WHAT IS REQUIRED: Could you please return each line of the data that has the word "thumb"?

-- INPUT follows --

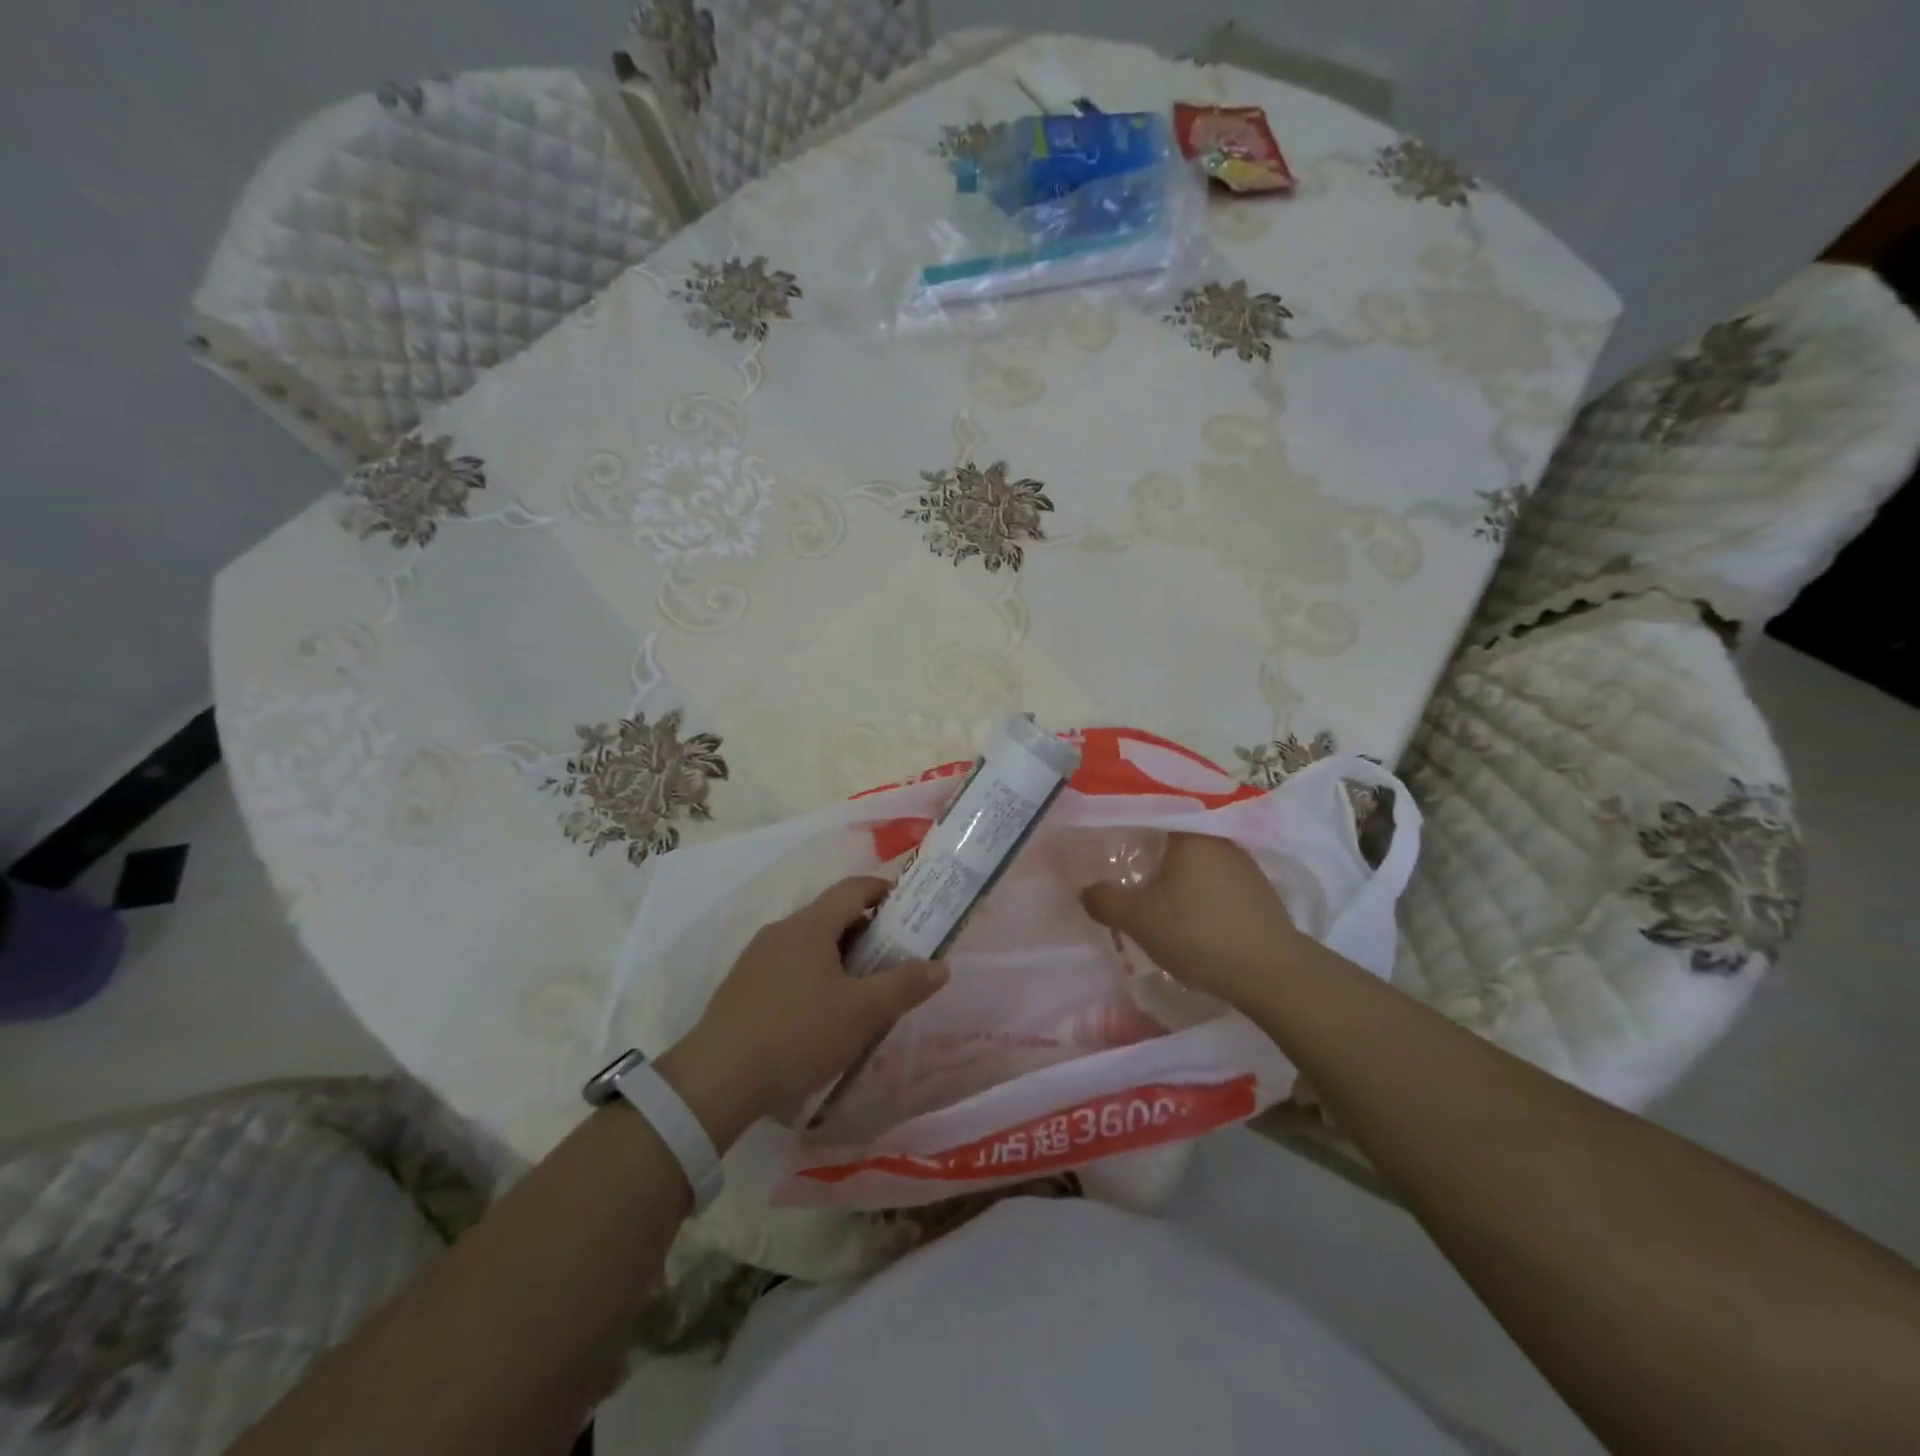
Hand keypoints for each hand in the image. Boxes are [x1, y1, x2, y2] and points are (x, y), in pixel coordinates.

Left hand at [659, 877, 947, 1144]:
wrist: (716, 1079)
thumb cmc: (798, 1034)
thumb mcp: (862, 1013)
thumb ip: (904, 985)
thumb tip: (940, 965)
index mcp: (810, 926)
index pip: (852, 888)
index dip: (882, 891)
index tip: (908, 909)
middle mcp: (781, 931)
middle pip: (831, 916)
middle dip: (865, 931)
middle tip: (891, 959)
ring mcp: (756, 958)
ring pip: (808, 943)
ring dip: (839, 956)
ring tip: (860, 990)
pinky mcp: (742, 987)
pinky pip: (788, 966)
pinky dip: (813, 975)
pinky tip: (819, 1014)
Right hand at [1080, 832, 1302, 1001]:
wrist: (1270, 972)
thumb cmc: (1197, 932)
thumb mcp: (1138, 919)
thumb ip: (1105, 900)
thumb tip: (1085, 889)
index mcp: (1188, 833)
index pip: (1150, 814)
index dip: (1125, 826)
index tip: (1107, 841)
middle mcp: (1218, 839)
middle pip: (1173, 837)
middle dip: (1149, 852)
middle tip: (1124, 869)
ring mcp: (1243, 864)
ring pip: (1196, 860)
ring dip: (1176, 874)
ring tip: (1153, 893)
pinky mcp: (1258, 890)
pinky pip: (1216, 879)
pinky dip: (1198, 889)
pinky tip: (1188, 911)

-- INPUT concluded --

WRITTEN RESPONSE:
thumb cmc: (798, 1034)
thumb mcp: (862, 1013)
thumb ip: (904, 985)
thumb tip: (940, 965)
thumb cmc: (1197, 932)
thumb mcp: (1138, 919)
thumb ip: (1105, 900)
thumb tip: (1085, 889)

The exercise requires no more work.